Formiguinhas é uma localidade situada aproximadamente a 15 minutos de Corvo e é ainda mais pequena em termos populacionais. É na localidade de Formiguinhas que se encontra a escola primária e que serve de centro administrativo local para assuntos jurídicos e institucionais. A escola de Formiguinhas representa a porta de entrada ou o primeiro passo da vida estudantil de muitos que passaram por lá assim como eu, que depois dispersaram para diversos liceus do país e universidades do mundo inteiro. A escola foi construída no tempo colonial, tem uma arquitectura própria que os portugueses usavam tradicionalmente em muitas zonas. Por isso a escola é querida por todos nós. Tirando a escola por outro lado, os recursos agrícolas, a água para consumo e regadio são provenientes de Corvo, o trapiche também localiza aí. Digamos que Corvo e Formiguinhas juntos formam uma só zona.





quinta-feira, 9 de junho de 2011

Corvo e o Mar

O artigo de hoje destaca em grande plano o mar, mostrando que Corvo não é só agricultura. Muitas pessoas conhecem, recordam e elogiam a localidade do Corvo pela sua ribeira verdejante e rica em água, mas esquecem do mar que está ái bem pertinho. Chama-se “boca d’ rbêra” (Boca da Ribeira) o lugar predilecto onde os moradores e não só, vão tomar banho e apanhar sol.
De facto o lugar não oferece boas condições para banhistas como aqueles que procuram praias de areia branca e água cristalina rodeadas de palmeiras e coqueiros, não longe disso. Boca d’ rbêra é um mar de pedras e arrifes e localiza-se debaixo de rochas perigosas.  As condições que existem na boca d’rbêra para tomar banho são umas poças grandes formados em lajes por natureza, umas fechadas, outras abertas ao mar alto, assim como autenticas piscinas.
Apesar de tudo, para nós que crescemos lá e conhecemos bem o lugar, isto não traz problema nenhum e pelo contrário este mar é um encanto para nós. Antigamente nas tardes de sol e especialmente nos fins-de-semana boca d’rbêra enchia de gente que para além do tradicional banho de mar e sol, fazíamos grandes convívios, jogos de carta, porrinha, caldo de peixe, etc.
Uma característica singular e especial do mar do Corvo e que eu já referenciei antes aqui no blog é existência de água doce que corre na ribeira e vai desaguar mesmo aí no mar da boca d’ rbêra, possibilitando deste modo aos banhistas tirar a salítra aí mesmo na hora.

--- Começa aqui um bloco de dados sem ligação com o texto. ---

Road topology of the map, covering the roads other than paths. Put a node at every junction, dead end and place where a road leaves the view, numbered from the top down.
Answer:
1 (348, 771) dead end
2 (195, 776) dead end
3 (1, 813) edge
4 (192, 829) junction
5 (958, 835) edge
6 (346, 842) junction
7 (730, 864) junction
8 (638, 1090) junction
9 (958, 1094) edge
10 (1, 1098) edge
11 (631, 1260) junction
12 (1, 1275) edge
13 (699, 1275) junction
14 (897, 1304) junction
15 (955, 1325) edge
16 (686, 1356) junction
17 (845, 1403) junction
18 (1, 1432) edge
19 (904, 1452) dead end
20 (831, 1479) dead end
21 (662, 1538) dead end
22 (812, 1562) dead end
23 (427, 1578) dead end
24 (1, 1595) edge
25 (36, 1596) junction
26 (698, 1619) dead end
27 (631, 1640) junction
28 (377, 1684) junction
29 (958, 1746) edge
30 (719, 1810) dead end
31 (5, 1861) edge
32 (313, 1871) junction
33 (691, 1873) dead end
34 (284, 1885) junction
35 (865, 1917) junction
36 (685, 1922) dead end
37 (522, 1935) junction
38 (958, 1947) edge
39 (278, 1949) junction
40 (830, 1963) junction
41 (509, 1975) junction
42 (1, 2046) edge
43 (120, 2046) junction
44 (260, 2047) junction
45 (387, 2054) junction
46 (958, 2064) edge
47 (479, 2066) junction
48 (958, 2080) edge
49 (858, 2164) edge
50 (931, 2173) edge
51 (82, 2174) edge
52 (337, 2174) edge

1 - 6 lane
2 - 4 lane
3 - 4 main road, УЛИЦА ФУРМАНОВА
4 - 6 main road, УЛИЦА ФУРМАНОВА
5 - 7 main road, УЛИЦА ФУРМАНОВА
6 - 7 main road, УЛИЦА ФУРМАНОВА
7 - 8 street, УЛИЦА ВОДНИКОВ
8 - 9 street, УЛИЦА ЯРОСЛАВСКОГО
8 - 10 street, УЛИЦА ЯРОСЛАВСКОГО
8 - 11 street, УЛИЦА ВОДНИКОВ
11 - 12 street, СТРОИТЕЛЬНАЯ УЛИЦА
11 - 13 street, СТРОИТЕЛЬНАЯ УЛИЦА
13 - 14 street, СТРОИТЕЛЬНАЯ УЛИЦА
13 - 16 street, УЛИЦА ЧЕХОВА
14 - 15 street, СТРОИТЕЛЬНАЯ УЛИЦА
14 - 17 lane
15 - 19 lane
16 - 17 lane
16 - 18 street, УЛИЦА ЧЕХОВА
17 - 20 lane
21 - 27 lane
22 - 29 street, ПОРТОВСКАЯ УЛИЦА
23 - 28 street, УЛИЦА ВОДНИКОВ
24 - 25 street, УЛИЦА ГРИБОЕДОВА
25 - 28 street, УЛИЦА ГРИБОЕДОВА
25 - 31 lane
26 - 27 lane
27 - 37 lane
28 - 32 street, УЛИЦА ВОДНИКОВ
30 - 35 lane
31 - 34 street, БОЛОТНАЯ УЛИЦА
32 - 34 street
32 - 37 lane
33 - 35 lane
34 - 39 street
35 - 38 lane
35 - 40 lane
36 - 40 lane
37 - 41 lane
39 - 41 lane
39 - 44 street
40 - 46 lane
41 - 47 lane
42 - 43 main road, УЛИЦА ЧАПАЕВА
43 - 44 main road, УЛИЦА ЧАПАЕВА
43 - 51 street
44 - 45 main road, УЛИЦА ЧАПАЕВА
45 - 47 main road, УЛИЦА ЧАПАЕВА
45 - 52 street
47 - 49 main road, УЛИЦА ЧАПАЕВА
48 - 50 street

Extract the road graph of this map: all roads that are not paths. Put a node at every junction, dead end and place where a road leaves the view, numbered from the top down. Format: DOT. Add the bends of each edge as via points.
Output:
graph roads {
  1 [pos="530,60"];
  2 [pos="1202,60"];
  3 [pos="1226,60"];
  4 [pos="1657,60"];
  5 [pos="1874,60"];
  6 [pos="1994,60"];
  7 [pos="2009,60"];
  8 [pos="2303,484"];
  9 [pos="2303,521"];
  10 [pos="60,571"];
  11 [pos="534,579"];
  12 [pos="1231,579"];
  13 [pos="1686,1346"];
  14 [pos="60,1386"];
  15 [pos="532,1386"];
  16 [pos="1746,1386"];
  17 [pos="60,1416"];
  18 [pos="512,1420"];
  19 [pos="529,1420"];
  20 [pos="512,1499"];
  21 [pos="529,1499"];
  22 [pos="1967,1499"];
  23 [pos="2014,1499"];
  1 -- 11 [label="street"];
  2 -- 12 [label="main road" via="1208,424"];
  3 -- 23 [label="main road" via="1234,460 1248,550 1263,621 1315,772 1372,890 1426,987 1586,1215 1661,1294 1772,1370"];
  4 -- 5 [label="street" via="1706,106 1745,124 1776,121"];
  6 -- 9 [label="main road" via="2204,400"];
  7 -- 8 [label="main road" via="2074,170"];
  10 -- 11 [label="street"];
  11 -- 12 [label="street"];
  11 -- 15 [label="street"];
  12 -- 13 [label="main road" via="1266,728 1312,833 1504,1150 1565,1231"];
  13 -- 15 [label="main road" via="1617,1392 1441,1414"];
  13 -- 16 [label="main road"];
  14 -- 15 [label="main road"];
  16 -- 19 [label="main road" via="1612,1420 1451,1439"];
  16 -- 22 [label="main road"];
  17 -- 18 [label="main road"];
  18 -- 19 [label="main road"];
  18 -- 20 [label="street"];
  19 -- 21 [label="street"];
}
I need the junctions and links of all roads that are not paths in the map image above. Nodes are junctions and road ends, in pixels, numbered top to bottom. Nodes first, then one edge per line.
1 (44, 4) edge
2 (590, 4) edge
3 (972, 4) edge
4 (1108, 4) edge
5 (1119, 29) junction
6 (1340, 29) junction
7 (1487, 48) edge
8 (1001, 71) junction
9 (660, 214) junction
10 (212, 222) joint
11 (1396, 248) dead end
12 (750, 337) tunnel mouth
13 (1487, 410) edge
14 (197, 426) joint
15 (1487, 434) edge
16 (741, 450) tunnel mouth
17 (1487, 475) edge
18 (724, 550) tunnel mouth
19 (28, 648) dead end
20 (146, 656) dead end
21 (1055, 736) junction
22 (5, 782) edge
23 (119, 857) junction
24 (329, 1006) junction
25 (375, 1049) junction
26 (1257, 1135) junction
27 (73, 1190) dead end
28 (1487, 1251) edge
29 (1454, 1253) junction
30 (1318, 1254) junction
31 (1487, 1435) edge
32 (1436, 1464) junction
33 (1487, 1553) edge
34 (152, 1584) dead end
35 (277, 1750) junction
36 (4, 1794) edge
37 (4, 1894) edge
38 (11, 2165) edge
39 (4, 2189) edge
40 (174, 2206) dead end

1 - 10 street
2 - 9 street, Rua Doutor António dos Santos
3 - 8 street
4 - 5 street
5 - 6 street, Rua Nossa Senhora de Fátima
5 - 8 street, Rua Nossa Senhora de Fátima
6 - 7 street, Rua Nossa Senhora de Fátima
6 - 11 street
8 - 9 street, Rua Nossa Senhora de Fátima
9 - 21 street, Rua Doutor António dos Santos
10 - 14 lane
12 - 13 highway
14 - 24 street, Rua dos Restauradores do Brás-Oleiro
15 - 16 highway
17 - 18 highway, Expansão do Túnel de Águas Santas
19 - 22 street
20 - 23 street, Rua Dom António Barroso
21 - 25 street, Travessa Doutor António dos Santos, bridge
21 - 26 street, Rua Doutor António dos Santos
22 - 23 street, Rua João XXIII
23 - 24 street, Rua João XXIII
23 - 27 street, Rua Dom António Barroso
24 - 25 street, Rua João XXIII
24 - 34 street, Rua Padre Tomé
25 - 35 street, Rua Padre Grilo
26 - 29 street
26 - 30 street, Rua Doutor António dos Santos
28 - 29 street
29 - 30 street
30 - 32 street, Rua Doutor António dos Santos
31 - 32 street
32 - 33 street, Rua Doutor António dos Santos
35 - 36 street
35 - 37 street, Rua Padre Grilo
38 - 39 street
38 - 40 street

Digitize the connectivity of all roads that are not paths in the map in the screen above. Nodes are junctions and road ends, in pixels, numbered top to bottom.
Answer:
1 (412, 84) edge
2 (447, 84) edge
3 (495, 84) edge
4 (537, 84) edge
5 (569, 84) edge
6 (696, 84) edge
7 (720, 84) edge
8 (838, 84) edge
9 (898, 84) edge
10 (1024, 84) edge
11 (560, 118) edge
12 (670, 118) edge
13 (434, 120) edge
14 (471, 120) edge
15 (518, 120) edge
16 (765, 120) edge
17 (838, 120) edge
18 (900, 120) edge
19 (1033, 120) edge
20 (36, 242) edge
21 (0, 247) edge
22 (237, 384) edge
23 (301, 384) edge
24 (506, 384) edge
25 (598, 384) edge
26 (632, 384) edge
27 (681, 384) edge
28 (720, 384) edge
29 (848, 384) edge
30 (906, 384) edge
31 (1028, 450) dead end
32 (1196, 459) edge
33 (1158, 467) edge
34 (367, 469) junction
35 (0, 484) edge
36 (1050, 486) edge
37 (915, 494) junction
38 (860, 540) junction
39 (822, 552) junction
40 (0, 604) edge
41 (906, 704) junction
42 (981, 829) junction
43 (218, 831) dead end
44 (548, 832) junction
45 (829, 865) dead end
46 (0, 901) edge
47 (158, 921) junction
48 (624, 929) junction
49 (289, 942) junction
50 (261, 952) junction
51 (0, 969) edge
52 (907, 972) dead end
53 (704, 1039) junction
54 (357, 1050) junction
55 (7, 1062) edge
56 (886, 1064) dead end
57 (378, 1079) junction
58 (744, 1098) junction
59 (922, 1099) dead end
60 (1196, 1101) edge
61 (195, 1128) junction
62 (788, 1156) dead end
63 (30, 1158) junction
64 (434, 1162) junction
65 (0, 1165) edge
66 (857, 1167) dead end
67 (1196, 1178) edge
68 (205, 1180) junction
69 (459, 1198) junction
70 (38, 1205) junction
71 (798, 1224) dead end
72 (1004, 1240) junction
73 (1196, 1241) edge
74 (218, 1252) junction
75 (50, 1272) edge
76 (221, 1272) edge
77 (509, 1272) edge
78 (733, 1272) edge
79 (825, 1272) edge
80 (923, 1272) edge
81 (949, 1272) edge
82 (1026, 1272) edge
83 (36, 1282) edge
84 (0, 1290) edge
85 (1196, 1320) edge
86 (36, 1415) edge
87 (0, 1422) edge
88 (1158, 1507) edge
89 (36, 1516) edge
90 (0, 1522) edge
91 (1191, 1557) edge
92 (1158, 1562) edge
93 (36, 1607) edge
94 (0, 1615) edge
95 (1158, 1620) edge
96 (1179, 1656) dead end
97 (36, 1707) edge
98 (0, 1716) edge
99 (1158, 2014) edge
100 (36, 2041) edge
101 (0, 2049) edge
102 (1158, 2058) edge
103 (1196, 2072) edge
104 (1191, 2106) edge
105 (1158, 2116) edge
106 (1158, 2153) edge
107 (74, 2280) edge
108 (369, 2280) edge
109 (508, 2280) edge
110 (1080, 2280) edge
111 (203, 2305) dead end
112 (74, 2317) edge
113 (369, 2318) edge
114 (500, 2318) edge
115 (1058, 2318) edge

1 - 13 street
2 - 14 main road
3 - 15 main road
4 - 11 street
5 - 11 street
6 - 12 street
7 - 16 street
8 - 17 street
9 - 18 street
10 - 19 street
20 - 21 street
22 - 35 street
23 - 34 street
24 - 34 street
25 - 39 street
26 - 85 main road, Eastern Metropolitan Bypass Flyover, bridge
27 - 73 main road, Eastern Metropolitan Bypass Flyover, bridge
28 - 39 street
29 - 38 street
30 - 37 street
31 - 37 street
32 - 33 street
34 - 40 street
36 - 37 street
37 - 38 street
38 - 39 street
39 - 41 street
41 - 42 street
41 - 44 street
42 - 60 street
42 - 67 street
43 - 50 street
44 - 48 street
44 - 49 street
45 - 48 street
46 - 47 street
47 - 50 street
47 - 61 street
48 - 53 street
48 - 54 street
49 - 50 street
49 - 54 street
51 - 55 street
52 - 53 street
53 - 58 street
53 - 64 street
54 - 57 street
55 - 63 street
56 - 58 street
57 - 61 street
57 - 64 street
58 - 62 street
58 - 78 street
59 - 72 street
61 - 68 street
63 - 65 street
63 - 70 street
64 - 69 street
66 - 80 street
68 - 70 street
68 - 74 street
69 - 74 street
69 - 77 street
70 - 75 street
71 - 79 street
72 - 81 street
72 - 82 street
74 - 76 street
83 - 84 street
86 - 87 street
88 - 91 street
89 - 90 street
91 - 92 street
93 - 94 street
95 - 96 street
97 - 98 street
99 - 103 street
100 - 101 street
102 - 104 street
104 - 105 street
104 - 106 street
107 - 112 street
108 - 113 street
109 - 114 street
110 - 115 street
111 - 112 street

Entretanto devo dizer que para além do banho de mar, no Corvo a pesca (tradicional) é também explorada e de certo modo bem aproveitada para subsistência das famílias. Fora da boca d’ rbêra ao longo da costa existem lugares propícios denominados por lajas, onde as pessoas (aqueles que entendem de pesca) costumam ir pescar. Dentro os quais a mais famosa e frequentada laja de pesca é o chamado: “Lagedo-largo” que em crioulo dizemos “jól-lorg” (ver foto). Jól-lorg é também o porto de desembarque de passageiros que muitas vezes preferem vir de botes para não fazer toda aquela caminhada a pé.